米朝会談はシンガポール?“ノーベル賞”にニヤニヤ[2018/05/10 11:45]

 アメリカのトランプ大統領は米朝首脳会談の場所について3日以内に発表すると述べ、シンガポールが有力とみられています。また、北朝鮮から解放されたアメリカ人3人は、まもなくトランプ大統領が待つワシントン近郊に到着します。

 (山下達也記者報告)
 トランプ大統領は解放された3人をまもなく空港に自ら迎えにいきます。
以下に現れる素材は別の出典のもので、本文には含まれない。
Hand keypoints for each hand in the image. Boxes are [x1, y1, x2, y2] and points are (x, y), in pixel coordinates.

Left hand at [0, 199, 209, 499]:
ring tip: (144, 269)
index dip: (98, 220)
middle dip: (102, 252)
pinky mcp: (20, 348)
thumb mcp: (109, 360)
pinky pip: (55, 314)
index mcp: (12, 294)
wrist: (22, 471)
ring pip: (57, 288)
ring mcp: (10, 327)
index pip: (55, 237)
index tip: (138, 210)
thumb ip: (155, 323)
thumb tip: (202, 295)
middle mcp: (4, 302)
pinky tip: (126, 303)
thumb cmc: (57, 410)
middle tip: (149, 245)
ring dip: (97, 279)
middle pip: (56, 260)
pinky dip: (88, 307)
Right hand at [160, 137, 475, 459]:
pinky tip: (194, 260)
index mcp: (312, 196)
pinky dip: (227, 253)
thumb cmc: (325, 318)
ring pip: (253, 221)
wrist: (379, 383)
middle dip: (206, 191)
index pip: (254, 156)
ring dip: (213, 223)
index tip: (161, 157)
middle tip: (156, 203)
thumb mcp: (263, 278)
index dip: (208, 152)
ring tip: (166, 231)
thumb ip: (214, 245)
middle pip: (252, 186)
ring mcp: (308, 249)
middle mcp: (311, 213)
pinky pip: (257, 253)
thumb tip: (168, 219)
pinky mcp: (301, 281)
首脳会談前の具体的成果として存分にアピールしたい考えです。
 トランプ大統領:「誰もこんなことが起きるとは考えていなかった。3人を解放してくれて金正恩氏に感謝する」「(Q.ノーベル平和賞に値するか?)皆がそう思っているが、私からは言ってないよ」
 トランプ大統領は上機嫌ですが、政府内には「解放は前提条件だ」との冷静な声もあります。専門家からは、北朝鮮が解放をじらしていたので、金正恩委員長が交渉カードとして活用して主導権を握り、トランプ政権側が非核化などで譲歩したのではという懸念も出ています。トランプ大統領は板門店(パンムンジョム)での首脳会談は否定しました。政府内には、板門店では金委員長や仲介役の文在寅(ムン・ジェイン)大統領のペースになると懸念が出ていたので、踏みとどまったといえます。CNNは「ホワイトハウスは、シンガポール開催で準備している」と報じ、トランプ大統領も言及していることから近く固まりそうです。政府高官は、まだ多くの事前協議が残されていると指摘していて、非核化などを巡ってはまだ溝がある模様です。